= Try it =
All of the entries below, duplicated exactly, make up the answer.

Data records
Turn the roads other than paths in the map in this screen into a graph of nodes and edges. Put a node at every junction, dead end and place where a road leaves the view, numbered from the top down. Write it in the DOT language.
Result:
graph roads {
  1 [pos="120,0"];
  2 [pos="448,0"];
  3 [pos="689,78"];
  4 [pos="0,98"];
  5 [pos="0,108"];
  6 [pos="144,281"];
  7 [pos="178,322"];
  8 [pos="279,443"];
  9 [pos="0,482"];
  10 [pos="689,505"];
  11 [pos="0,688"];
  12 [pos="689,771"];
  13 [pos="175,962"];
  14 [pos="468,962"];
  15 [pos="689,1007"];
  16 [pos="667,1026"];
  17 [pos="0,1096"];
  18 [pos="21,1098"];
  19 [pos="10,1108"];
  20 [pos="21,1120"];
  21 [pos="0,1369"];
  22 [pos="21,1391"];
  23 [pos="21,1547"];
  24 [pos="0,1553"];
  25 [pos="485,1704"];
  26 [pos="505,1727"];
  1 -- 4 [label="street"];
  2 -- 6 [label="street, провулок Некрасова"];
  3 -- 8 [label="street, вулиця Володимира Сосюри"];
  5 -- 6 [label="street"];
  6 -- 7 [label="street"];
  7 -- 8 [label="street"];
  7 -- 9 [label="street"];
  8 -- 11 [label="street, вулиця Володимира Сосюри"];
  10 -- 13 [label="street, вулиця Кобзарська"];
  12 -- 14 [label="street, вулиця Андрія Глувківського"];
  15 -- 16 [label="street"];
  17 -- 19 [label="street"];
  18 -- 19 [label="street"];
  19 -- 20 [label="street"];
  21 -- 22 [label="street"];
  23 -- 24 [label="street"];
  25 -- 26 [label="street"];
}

= Task response =
Turn the roads other than paths in the map in this screen into a graph of nodes and edges. Put a node at every junction, dead end and place where a road leaves the view, numbered from the top down. Write it in the DOT language.
Result:
graph roads {
  1 [pos="120,0"];
  2 [pos="448,0"];
  3 [pos="689,78"];
  4 [pos="0,98"];
  5 [pos="0,108"];
  6 [pos="144,281"];
  7 [pos="178,322"];
  8 [pos="279,443"];
  9 [pos="0,482"];
  10 [pos="689,505"];
  11 [pos="0,688"];
  12 [pos="689,771"];
  13 [pos="175,962"];
  14 [pos="468,962"];
  15 [pos="689,1007"];
  16 [pos="667,1026"];
  17 [pos="0,1096"];
  18 [pos="21,1098"];
  19 [pos="10,1108"];
  20 [pos="21,1120"];
  21 [pos="0,1369"];
  22 [pos="21,1391"];
  23 [pos="21,1547"];
  24 [pos="0,1553"];
  25 [pos="485,1704"];
  26 [pos="505,1727"];
  1 -- 4 [label="street"];
  2 -- 6 [label="street, провулок Некрасова"];
  3 -- 8 [label="street, вулиця Володимира Сосюри"];
  5 -- 6 [label="street"];
  6 -- 7 [label="street"];
  7 -- 8 [label="street"];
  7 -- 9 [label="street"];
  8 -- 11 [label="street, вулиця Володимира Сосюри"];
  10 -- 13 [label="street, вулиця Кобзарська"];
  12 -- 14 [label="street, вулиця Андрія Глувківського"];
  15 -- 16 [label="street"];
  17 -- 19 [label="street"];
  18 -- 19 [label="street"];
  19 -- 20 [label="street"];
  21 -- 22 [label="street"];
  23 -- 24 [label="street"];
  25 -- 26 [label="street"];
}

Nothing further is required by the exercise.